日本の指導者は、結果だけに着目して叱ることが多いため、子供がミスを繰り返すうちに、不安が大きくなってプレーも消極的になって落ち込むケースが多くなります。

この場合、チームメイトの励ましも期待できますが、最終的に立ち直るのは自分自身です。

そこで、ミスの不安、恐怖、悩みから立ち直る方法を考えてみましょう。

ヒトが物事に対して不安や恐怖を感じるのは、その正体が分からないからです。

例えば、お化け屋敷は何が出て来るのか分からないから怖いのです。

でも、最初から登場人物や出現する場所が分かっていれば、どうと言うことはないはずです。

このように、ミスの正体を全て明らかにしてしまうことが、解決のための第一歩です。

そこで、これまでの過去のプレーで思い出せることを全てノートに書き出してみましょう。

単に箇条書きではなく、次の点を中心に頭の中でリアルに思い浮かべてください。

・どうして起きたのかという原因や理由。
・起きる前の状況判断が正しかったのかどうか。
・今後、同じようなことを起こさないためにはどうすれば良いのか。

たぶん、大学ノート一冊分くらいになるかも知れませんが、とにかく、どんなことでも詳しく書き出しましょう。

その後、出来上がったノートを見て、ミスのパターンをいくつかに分類してください。

そうすると、問題を引き起こしやすいプレーがかなり絞られます。

そのうえで、試合の時は数種類の目標を立ててみてください。

例えば、ミスのパターンが5つあったら、1つでも良いから起こさないようにしてみよう…、というような具合です。

また試合だけではなく、チーム練習の時にも実践してみましょう。

試合前や練習の時にイメージトレーニングをしても効果的です(もちろん個々の技術の未熟さに問題がある場合は、自主練が必要です)。

その際、全く上手く行かなかったとしても大丈夫です。

改善するチャンスはいくらでもあるので、次の機会にチャレンジしましょう。

こうしたやり方は、カウンセリングやメンタルトレーニングの手法の一つです。

要するに、不安、悩み、恐怖の正体を明かしてしまうことで、徐々に克服してしまうというわけですね。

ミスの改善方法として高い効果があるので、ぜひ参考にしてください。

【まとめ】

サッカーの試合中は、Jリーグの選手でも小中学生のようなミスが多いので、どんなにサッカーが上手い選手でも必ずミスを起こすものと考えましょう。

その場合、結果だけに目を向けて怒るだけでは何の解決策にもなりません。

個々のプレーの背景を突き詰めて、原因や再発を起こさないための具体策も考えて行きましょう。
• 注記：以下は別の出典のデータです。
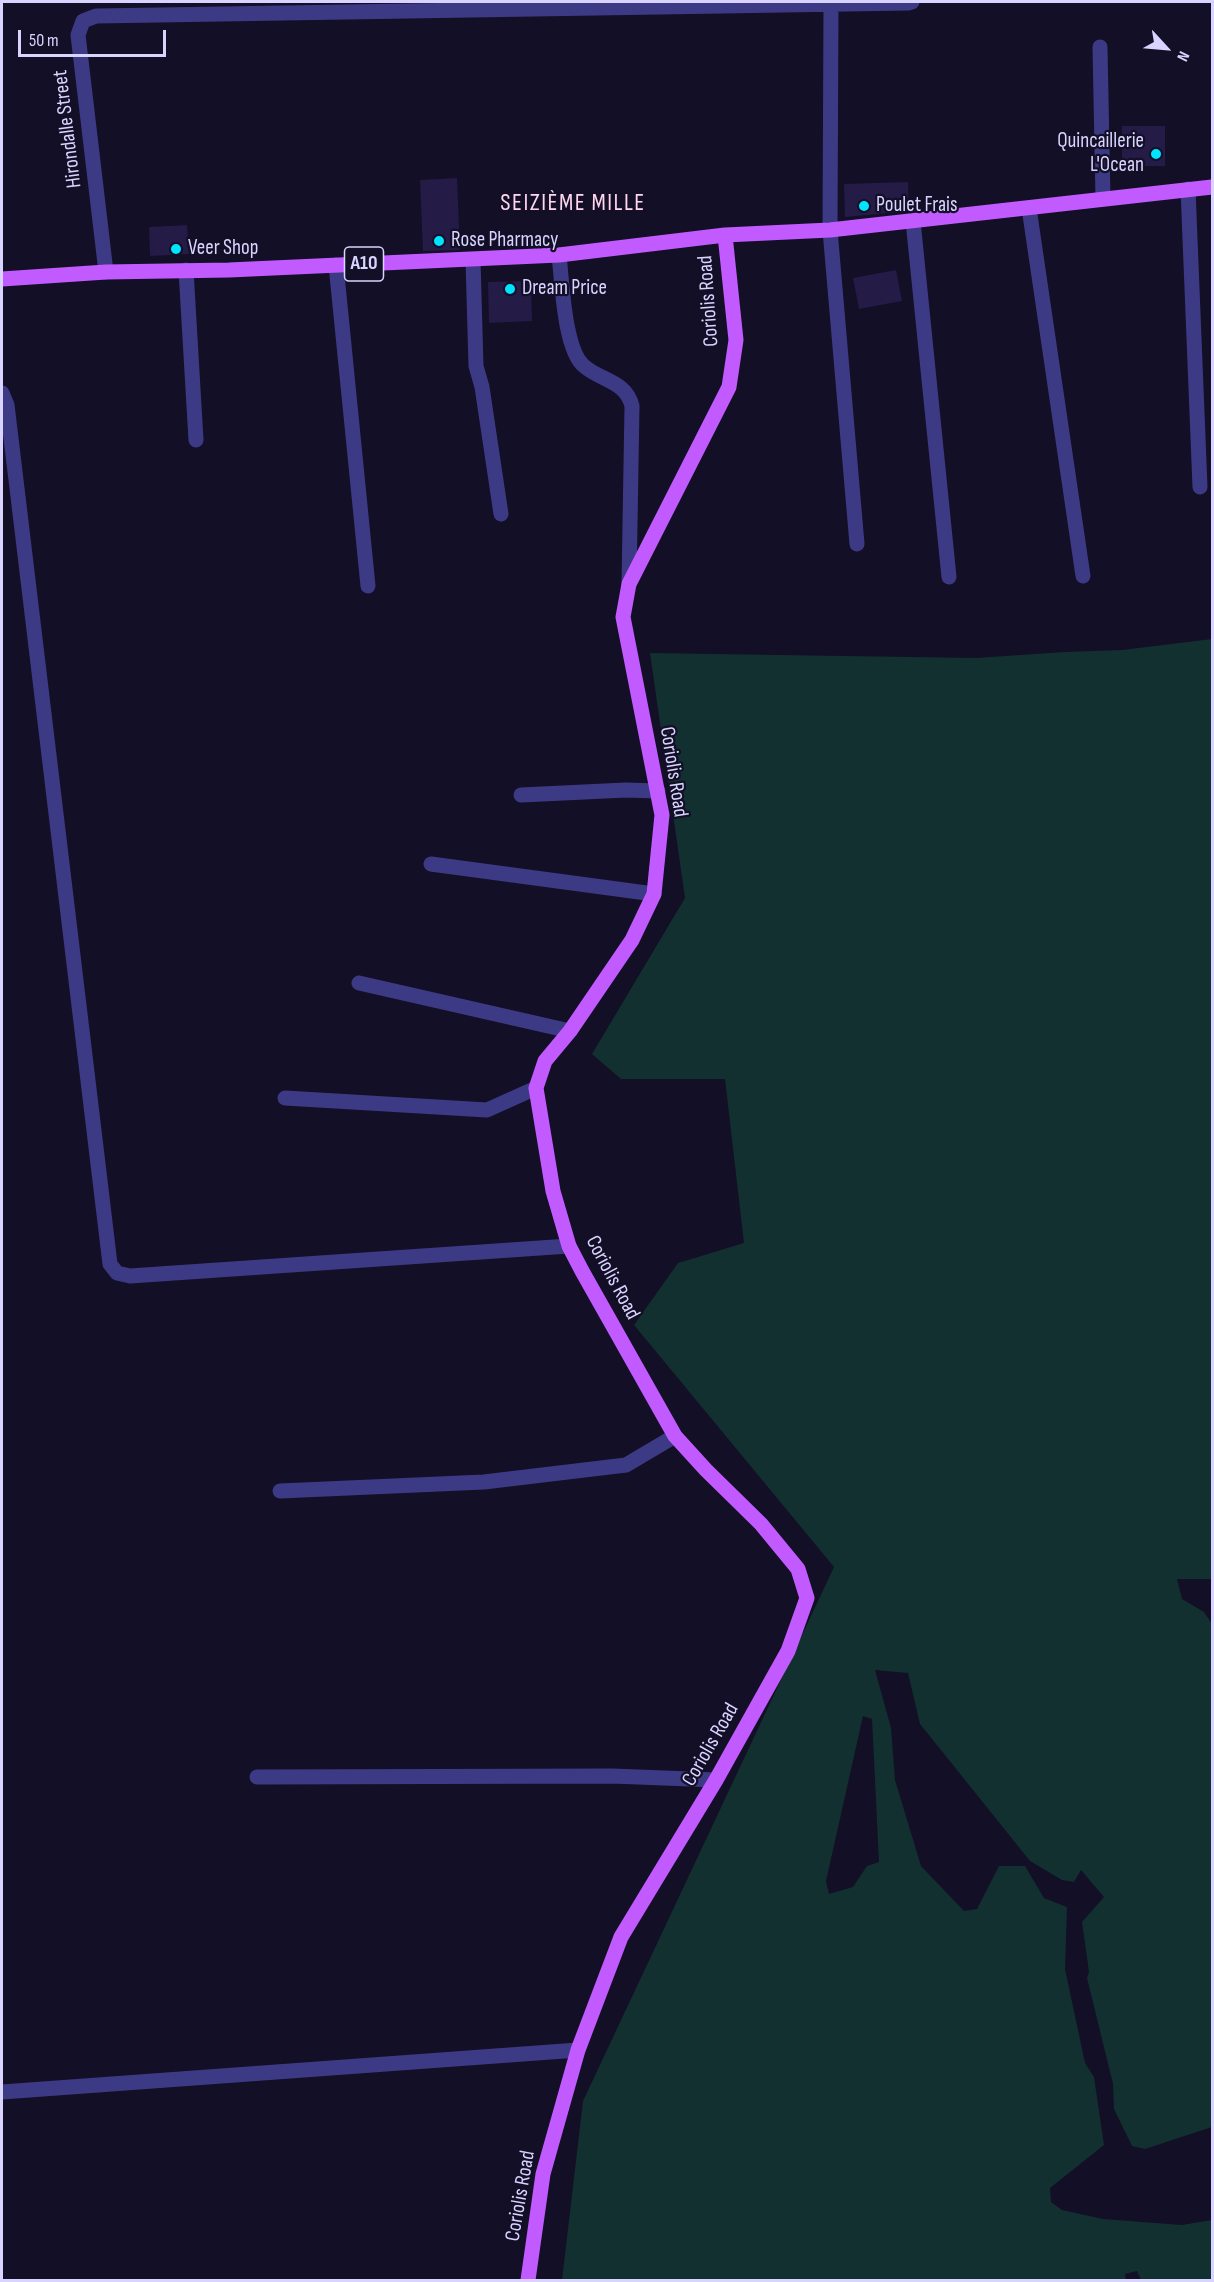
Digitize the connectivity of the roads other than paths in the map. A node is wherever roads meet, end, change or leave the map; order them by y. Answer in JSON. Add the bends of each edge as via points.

また指導者は子供たちにポジティブな声掛けをしつつ、チーム全員で話し合える環境作りも必要です。

そうすれば、チームの子供たち全員の意識が変わります。

その一方で、ミスした本人が立ち直る方法については、その正体を全て明らかにしてしまうことです。

カウンセリングやメンタルトレーニングの手法の一つなので、ぜひ実践してください。

子供たちにはミスを恐れることなく直せるものとして、ぜひ前向きに捉えて成長してほしいと願っています。